Edge Computing in Healthcare

Every time a new technology Y comes into space where an old technology X is dominant, we always encounter “X is dead, Y is the future”. We’ve seen this on a number of occasions. Data warehousing, BI, application development, etc. have, at various points of time been described “dead”. And then we have cloud computing, a relatively new concept if you look at the history of computing. But it’s rather old news in the current pace of technology.

Edge computing refers to computations and data analyses done near the source of data. In cloud computing, the data was sent to data centers for computation and the newly compiled data was sent back to the data source. Edge computing is for real-time cloud analytics that has to be applied immediately within devices, facilities or applications. We live in an era where billions of devices running and processing data, so it becomes vital to filter data within the data source. Now, cloud computing and edge computing work in tandem. In cases of Industrial Automation, there is a high necessity for quick and sharp actions within the supply chain.



Since the essence of edge computing is its ability to reduce the time between data capture and critical analysis, it has a number of prospective use-cases in the healthcare industry :

  • Remote Outreach: Since it’s difficult for patients in remote and rural areas to get affordable and quality healthcare services, edge computing can help devices monitor patient data real-time. Even if a patient had access to a professional, they would require access to immediate data for treatment.

  • Detailed medical records: Take the case of a patient suffering from epilepsy. The number of seizures, jerk rates, heart rate, etc. can be determined by the patient themselves through different software. Depending on these patterns, there can be proactive treatment changes.

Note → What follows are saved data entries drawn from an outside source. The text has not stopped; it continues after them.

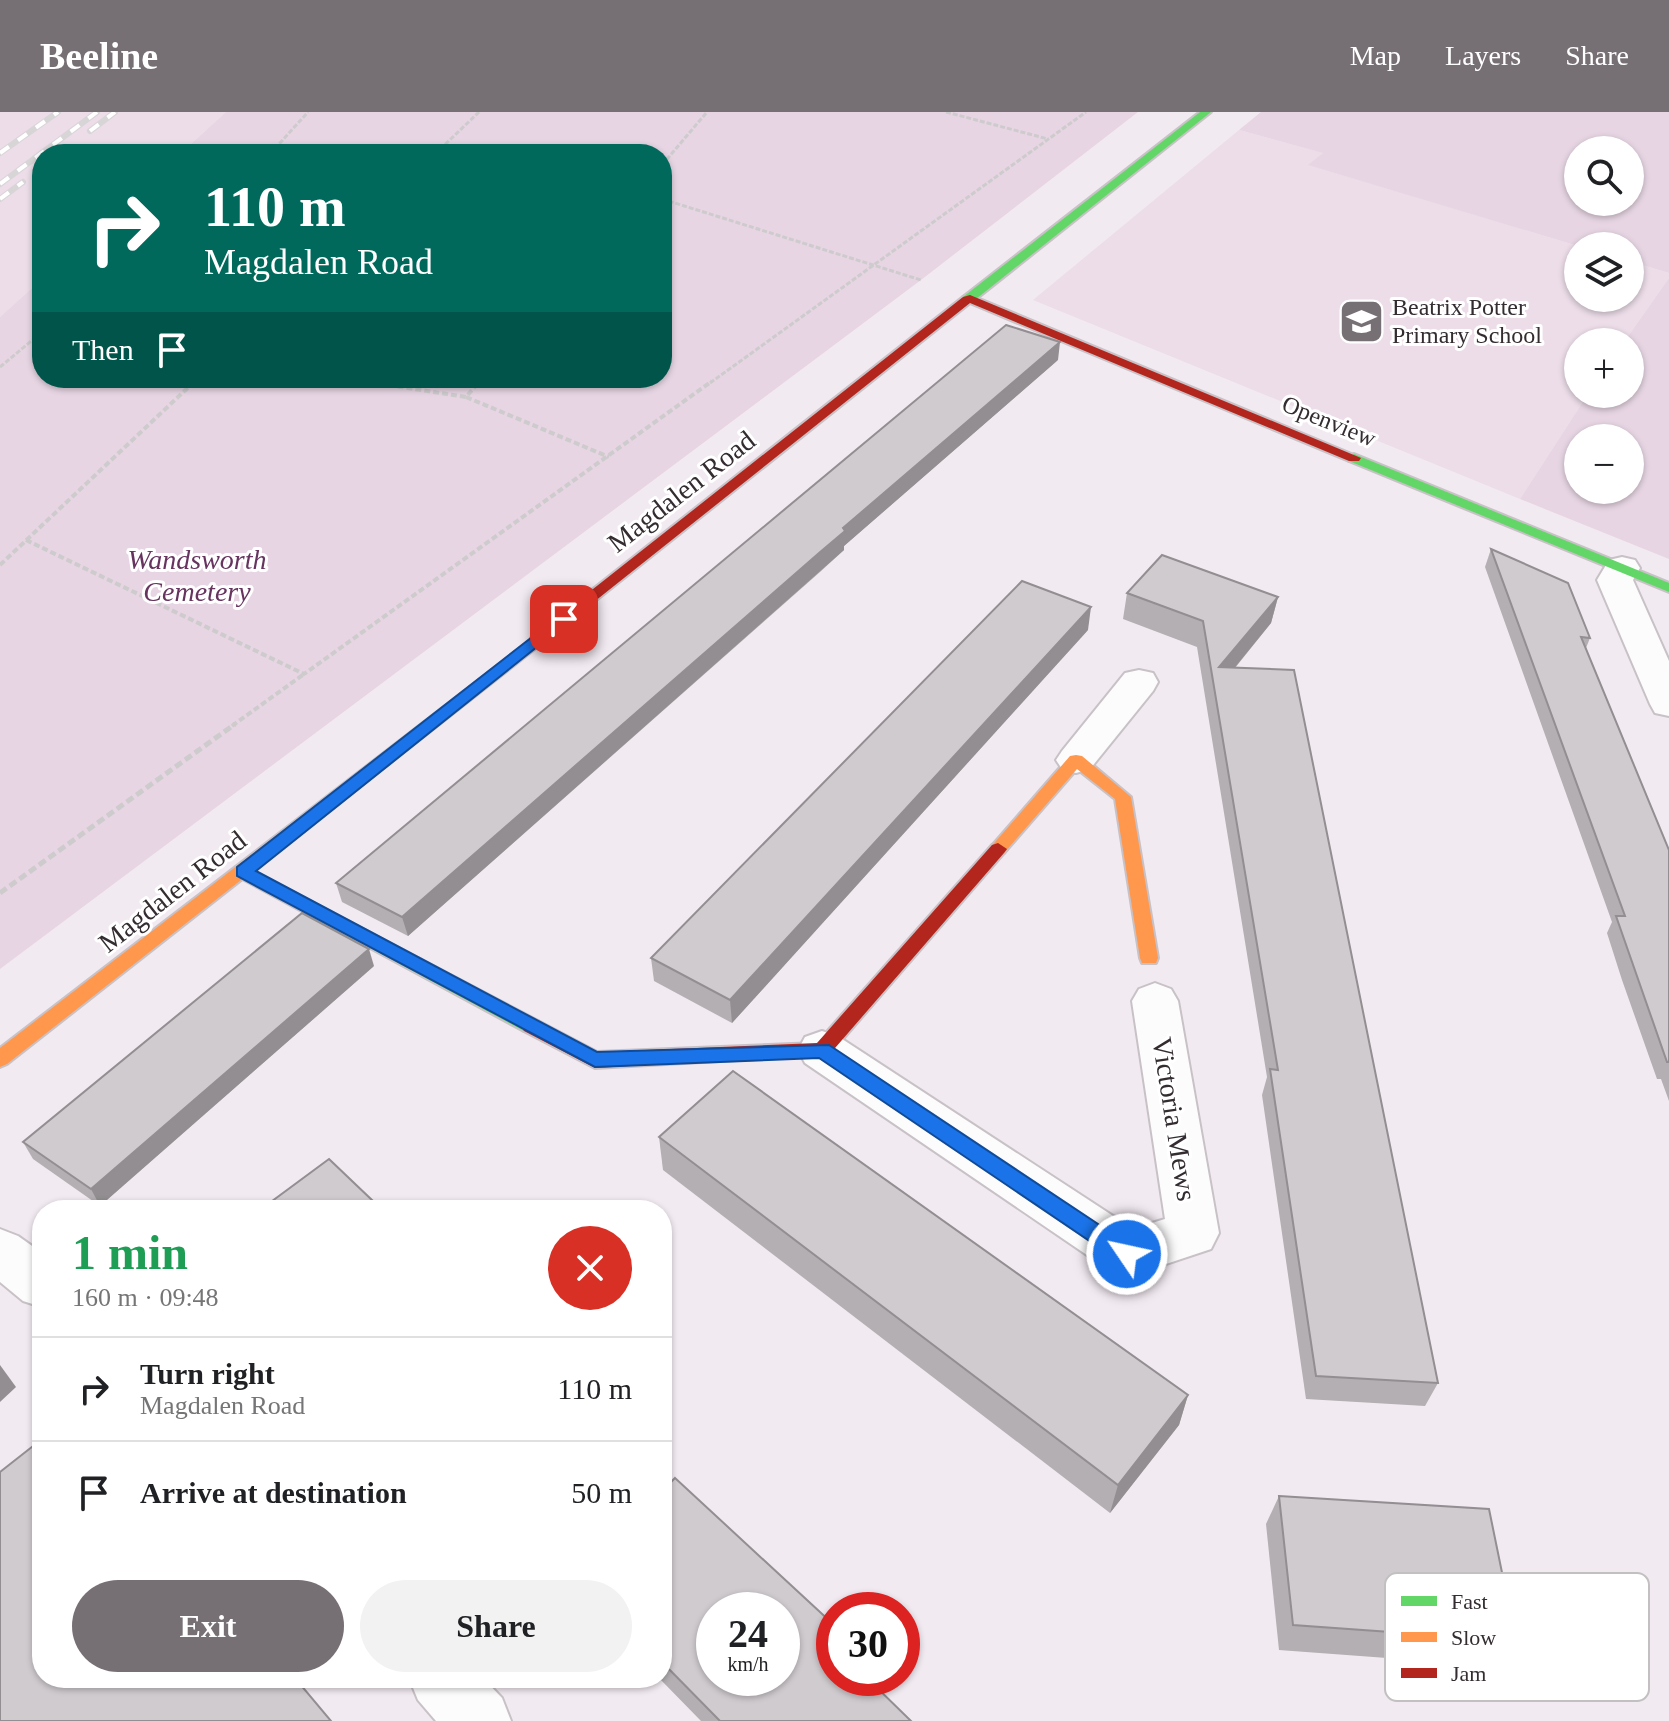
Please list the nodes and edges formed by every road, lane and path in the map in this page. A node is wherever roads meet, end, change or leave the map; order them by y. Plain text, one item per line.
1 (308, 112) edge
2 (479, 112) edge
3 (707, 112) edge
4 (946, 112) edge
5 (1086, 112) edge
6 (1206, 112) edge
7 (1048, 139) junction
8 (279, 144) edge
9 (445, 144) edge
10 (672, 153) edge
11 (672, 202) edge
12 (873, 265) junction
13 (970, 299) junction
14 (32, 340) edge
15 (0, 367) edge
16 (187, 388) edge
17 (409, 388) edge
18 (474, 388) edge
19 (466, 397) junction
20 (610, 457) junction
21 (26, 540) junction
22 (0, 565) edge
23 (1622, 568) junction
24 (1669, 588) edge
25 (304, 674) junction
26 (1139, 682) dead end
27 (1669, 704) edge
28 (1076, 760) junction
29 (243, 872) junction
30 (0, 893) edge
31 (1152, 980) joint
32 (822, 1050) junction
33 (0, 1059) edge
34 (0, 1252) edge
35 (32, 1276) edge
36 (449, 1688) edge
37 (479, 1721) edge

1 - 8 path
2 - 9 path
3 - 10 path
4 - 7 path
5 - 7 path
6 - 13 street, Magdalen Road
7 - 12 path
11 - 12 path
12 - 20 path
13 - 23 street, Openview
13 - 29 street, Magdalen Road
14 - 15 path
16 - 21 path
17 - 19 path
18 - 19 path
19 - 20 path
20 - 25 path
21 - 22 path
21 - 25 path
23 - 24 street, Openview
23 - 27 street
25 - 30 path
26 - 28 street
28 - 31 street, Victoria Mews
28 - 32 street
29 - 32 street
29 - 33 street, Magdalen Road
31 - 32 street, Victoria Mews
34 - 35 street
36 - 37 street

  • Better Response Times Perhaps the greatest benefit of edge computing is quicker responses and proactive medical attention. A patient inside a hospital is connected with a number of monitoring devices, say, 30 per bed. In a big hospital, with so many medical devices and connections over the network, there is a huge burden on response time. With edge computing, patients can receive quicker treatments with more focused attention on data thanks to the distribution of computing services on the network.

  • Wearables and Embedded devices: People undergoing treatment for cancer, diabetes, etc., can access wearable devices like watches or wristbands to track activity levels, food and exercise habits, and fatigue levels. This can also be used to help patients and doctors alike to switch between monitoring environments. For example, if the heart rate becomes significant to a discharged patient’s treatment, wearables help doctors and patients keep a constant check on it and address any abnormalities.

  • Cost Savings: With sensors, smart surveillance and interconnected medical devices there is bound to be a drastic reduction in operational costs. Also, there is the added benefit of improved record-keeping. In the current system, there are a bunch of devices transmitting high volumes of raw data. With edge computing, we’re looking at data filtration at the edge of the network itself and hence, a streamlined approach towards getting more meaningful insights with lesser amounts of data. Also, data center power, maintenance, and other costs will be reduced substantially.

From here on, edge computing will prevail with cloud computing for sure. The only bottleneck that needs to be addressed is how ready are healthcare chains to incorporate such a form of technology. Only time will tell, but we are heading towards very exciting times indeed!